> _TASK DATA_
━━━━━━━━

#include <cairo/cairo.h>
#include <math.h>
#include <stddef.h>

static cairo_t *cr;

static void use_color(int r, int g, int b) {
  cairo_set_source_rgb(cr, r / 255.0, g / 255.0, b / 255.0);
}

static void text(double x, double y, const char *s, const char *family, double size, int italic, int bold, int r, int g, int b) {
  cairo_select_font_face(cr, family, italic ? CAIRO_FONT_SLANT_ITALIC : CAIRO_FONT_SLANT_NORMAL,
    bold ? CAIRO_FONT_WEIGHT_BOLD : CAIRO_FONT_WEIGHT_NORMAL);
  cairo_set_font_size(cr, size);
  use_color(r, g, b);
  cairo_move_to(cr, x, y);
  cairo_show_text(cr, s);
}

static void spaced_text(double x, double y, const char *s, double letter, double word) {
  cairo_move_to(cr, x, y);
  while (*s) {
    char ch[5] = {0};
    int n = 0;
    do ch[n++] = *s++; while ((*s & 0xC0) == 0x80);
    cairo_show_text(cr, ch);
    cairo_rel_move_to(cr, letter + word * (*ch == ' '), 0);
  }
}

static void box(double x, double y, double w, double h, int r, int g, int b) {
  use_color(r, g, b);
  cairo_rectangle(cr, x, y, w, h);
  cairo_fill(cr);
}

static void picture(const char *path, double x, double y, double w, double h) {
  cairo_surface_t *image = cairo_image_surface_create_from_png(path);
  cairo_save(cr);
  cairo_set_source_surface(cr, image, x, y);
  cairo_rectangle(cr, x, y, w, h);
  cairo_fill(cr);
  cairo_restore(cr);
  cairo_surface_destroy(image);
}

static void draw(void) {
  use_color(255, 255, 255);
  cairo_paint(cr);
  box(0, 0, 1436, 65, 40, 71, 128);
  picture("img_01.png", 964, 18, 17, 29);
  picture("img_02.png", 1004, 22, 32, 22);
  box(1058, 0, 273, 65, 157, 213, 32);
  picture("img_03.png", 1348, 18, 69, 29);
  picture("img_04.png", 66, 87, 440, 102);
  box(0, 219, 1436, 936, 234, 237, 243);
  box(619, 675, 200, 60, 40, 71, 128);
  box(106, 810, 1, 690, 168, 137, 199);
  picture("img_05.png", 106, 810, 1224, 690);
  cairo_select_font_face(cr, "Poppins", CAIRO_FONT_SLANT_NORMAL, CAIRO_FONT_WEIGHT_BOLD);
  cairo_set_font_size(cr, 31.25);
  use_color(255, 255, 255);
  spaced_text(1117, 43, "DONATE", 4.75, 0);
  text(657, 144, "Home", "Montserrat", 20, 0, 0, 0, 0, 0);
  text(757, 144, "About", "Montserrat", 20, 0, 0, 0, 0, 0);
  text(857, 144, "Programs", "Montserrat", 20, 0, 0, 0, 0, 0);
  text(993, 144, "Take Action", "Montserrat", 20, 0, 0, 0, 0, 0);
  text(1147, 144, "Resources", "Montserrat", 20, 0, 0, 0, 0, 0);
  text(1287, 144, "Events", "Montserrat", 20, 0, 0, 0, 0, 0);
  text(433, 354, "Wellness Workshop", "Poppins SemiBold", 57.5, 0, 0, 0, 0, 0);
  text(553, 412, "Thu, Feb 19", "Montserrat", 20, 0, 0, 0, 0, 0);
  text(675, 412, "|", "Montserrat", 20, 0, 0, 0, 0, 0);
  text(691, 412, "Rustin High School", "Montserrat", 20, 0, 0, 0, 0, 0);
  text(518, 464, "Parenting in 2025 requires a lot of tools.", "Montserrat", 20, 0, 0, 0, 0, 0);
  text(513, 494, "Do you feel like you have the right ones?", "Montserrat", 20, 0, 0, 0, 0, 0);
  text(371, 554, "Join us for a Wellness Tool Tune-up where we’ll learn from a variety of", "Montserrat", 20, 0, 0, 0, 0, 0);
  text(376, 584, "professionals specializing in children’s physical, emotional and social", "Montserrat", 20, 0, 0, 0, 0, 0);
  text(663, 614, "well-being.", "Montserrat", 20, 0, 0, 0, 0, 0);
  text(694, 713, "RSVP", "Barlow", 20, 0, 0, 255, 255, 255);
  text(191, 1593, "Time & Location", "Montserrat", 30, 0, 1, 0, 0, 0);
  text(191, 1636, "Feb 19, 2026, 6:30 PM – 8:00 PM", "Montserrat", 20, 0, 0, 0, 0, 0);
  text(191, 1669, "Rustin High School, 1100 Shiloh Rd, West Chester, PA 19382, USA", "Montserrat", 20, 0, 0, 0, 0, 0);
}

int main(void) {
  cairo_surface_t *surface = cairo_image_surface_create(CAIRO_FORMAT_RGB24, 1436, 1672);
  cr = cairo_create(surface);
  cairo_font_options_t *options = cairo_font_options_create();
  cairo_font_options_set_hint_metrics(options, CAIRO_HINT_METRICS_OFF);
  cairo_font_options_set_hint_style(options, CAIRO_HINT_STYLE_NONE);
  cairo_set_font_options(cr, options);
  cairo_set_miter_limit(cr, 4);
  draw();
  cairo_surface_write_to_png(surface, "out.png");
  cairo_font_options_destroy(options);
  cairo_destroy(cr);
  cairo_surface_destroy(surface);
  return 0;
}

━━━━━━━━

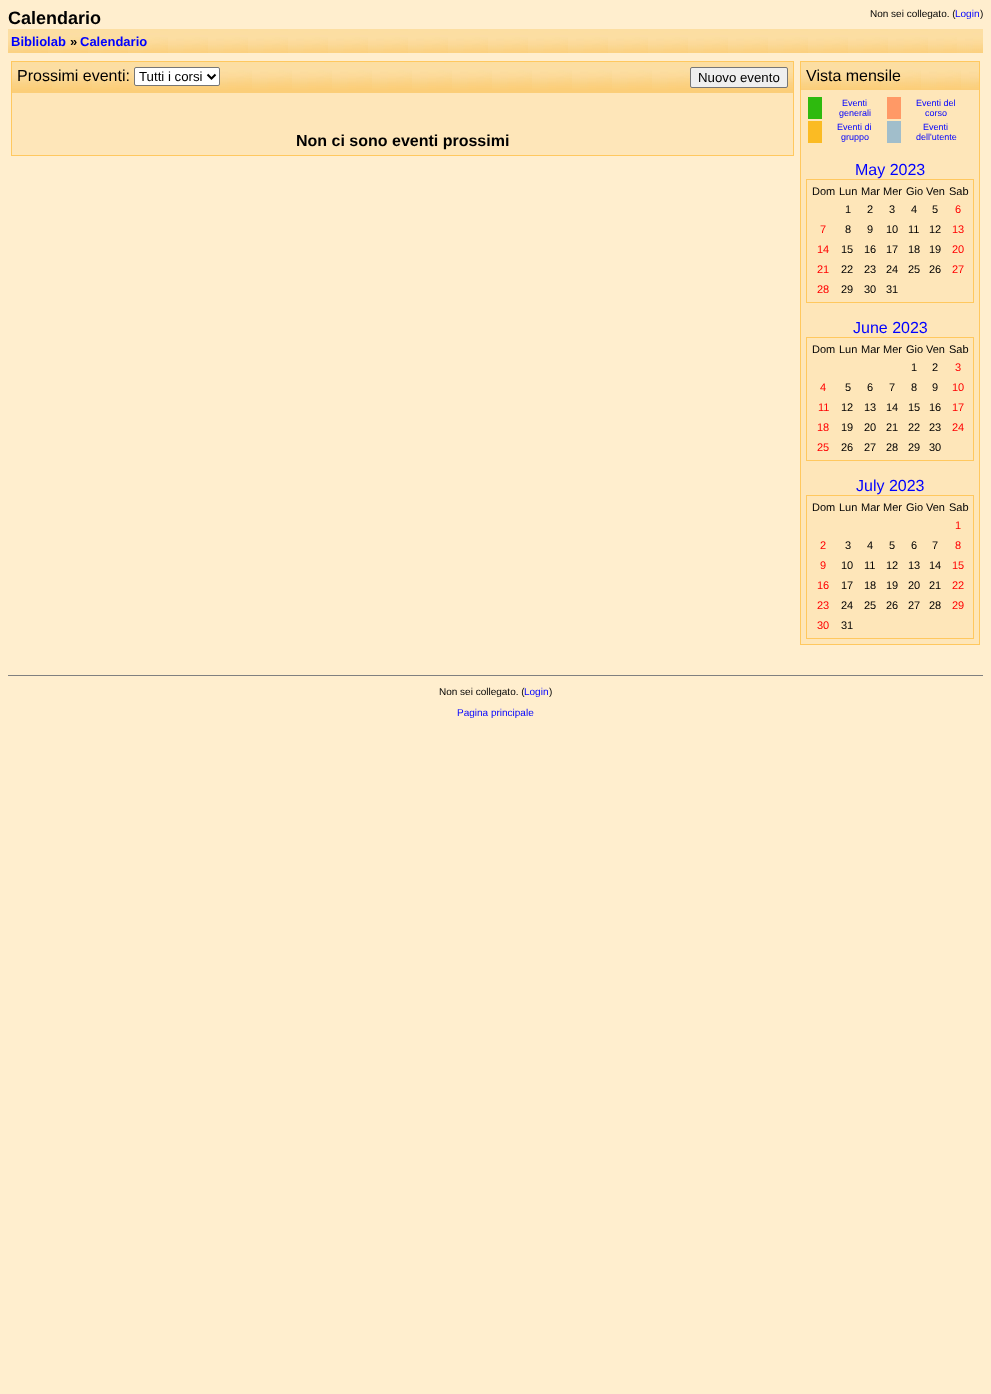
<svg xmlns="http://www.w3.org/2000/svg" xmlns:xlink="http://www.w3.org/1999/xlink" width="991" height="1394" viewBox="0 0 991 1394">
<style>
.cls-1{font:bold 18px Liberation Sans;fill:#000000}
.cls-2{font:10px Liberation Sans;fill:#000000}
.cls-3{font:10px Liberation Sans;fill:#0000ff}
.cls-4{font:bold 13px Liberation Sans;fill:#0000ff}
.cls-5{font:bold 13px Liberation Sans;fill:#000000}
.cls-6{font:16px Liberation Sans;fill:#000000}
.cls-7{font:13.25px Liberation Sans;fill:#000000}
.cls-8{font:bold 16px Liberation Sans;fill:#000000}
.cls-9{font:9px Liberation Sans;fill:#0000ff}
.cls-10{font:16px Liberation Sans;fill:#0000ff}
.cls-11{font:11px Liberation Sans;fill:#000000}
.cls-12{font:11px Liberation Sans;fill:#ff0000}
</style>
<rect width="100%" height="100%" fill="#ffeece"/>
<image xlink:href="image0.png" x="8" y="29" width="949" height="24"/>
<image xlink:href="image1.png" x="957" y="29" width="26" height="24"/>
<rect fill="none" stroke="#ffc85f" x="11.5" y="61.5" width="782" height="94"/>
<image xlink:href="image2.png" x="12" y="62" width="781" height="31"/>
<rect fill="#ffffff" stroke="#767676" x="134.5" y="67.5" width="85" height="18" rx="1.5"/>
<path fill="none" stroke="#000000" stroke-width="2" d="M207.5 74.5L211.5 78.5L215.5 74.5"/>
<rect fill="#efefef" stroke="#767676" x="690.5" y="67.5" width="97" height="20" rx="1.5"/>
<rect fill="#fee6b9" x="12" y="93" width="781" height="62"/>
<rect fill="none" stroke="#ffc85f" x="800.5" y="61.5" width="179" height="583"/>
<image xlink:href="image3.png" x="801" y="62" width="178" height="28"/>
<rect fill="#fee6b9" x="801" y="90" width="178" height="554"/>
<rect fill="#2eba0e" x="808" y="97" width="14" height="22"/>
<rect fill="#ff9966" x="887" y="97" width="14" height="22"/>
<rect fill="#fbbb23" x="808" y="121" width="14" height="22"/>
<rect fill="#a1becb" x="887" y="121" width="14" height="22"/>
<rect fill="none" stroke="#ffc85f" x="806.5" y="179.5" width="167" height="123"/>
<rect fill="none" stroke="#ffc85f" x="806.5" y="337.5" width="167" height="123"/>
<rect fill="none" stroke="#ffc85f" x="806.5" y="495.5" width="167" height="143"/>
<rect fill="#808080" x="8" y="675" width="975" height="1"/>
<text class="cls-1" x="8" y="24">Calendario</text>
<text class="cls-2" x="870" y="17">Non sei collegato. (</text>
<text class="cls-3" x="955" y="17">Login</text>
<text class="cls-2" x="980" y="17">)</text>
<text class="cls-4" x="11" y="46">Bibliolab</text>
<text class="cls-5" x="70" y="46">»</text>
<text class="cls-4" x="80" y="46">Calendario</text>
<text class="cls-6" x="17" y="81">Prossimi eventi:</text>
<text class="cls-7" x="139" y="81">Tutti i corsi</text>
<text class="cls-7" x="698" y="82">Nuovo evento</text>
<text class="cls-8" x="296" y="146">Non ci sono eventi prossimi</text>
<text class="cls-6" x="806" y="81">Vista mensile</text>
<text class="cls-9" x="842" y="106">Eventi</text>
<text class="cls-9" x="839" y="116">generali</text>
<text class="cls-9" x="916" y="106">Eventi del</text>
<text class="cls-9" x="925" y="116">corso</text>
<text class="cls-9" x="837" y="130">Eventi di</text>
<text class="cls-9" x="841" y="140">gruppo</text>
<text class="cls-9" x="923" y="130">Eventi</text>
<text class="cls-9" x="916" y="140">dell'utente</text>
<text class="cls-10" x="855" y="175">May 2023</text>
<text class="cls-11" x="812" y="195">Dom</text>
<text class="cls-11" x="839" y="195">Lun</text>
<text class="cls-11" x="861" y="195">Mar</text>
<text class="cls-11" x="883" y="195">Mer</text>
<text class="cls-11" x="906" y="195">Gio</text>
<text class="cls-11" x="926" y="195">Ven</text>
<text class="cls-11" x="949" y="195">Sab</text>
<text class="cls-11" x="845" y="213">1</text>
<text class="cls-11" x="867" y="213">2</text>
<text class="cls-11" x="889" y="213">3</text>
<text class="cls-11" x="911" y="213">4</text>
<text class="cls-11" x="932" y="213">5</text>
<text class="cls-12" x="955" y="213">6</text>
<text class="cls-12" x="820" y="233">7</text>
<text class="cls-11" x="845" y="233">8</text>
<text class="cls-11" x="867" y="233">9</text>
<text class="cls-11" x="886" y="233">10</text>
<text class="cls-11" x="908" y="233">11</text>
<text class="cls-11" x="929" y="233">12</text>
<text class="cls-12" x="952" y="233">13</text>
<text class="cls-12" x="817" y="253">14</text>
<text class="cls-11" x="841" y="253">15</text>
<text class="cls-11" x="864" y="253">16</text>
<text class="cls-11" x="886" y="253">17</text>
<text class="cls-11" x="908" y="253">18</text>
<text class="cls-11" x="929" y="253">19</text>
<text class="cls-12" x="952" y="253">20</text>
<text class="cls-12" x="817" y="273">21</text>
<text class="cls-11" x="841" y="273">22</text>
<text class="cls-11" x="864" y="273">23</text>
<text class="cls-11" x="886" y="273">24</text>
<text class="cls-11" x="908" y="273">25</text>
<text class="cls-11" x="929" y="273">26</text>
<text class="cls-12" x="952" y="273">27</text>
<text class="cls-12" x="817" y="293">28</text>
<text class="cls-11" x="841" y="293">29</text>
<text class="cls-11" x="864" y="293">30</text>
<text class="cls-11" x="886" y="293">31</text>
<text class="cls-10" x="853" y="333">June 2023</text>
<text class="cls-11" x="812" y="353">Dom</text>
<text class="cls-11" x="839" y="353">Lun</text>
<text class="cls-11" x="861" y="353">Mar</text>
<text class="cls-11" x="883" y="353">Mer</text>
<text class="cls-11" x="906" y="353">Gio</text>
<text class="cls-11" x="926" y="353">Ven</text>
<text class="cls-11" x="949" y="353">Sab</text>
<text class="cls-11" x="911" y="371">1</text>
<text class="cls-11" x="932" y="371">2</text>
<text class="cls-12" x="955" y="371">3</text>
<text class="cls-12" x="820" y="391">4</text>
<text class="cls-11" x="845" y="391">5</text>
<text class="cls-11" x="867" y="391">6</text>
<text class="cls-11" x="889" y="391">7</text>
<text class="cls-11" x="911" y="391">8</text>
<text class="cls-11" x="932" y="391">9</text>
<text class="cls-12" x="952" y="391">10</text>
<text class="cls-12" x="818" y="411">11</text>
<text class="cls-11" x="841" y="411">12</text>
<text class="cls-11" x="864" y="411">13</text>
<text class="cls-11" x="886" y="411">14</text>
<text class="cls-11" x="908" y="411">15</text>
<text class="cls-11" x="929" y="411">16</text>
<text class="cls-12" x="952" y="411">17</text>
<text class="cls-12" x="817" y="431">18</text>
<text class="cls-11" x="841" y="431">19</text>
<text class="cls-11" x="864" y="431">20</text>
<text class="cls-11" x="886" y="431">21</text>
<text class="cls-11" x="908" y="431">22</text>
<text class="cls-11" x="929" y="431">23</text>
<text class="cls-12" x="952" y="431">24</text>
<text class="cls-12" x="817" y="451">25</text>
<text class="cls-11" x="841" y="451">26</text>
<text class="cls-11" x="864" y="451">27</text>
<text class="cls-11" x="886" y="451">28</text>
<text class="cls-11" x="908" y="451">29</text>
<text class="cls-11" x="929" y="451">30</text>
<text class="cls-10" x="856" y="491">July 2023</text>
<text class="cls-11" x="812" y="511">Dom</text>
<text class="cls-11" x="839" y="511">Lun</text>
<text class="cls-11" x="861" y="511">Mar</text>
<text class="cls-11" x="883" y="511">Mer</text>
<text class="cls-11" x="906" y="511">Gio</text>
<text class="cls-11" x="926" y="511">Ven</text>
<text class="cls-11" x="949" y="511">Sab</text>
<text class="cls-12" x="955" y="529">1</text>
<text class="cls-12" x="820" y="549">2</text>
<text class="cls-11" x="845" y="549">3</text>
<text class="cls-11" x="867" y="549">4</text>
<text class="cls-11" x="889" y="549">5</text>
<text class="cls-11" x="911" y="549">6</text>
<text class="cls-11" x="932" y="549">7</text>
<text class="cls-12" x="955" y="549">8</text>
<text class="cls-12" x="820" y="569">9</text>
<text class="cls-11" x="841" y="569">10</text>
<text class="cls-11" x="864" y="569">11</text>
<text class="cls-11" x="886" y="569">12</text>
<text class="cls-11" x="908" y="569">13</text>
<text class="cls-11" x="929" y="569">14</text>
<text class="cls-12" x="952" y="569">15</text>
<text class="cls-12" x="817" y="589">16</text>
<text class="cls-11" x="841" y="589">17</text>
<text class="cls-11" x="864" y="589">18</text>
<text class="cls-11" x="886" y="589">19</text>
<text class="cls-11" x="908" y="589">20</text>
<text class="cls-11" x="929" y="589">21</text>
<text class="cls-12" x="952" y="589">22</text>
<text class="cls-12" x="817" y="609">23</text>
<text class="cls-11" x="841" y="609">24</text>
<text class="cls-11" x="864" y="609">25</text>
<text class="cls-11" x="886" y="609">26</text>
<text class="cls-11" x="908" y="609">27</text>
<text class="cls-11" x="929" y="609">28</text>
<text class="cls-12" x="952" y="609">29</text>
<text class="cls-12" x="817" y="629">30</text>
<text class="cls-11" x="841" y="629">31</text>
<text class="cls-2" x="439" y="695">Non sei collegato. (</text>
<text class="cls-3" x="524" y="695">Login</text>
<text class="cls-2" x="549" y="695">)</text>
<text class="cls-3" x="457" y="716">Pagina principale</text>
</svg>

━━━━━━━━

> _YOUR ASSIGNMENT_
Report the lines above that contain "letter".

> _SOLUTION TO THE PROBLEM_
static void spaced_text(double x, double y, const char *s, double letter, double word) {
    cairo_rel_move_to(cr, letter + word * (*ch == ' '), 0);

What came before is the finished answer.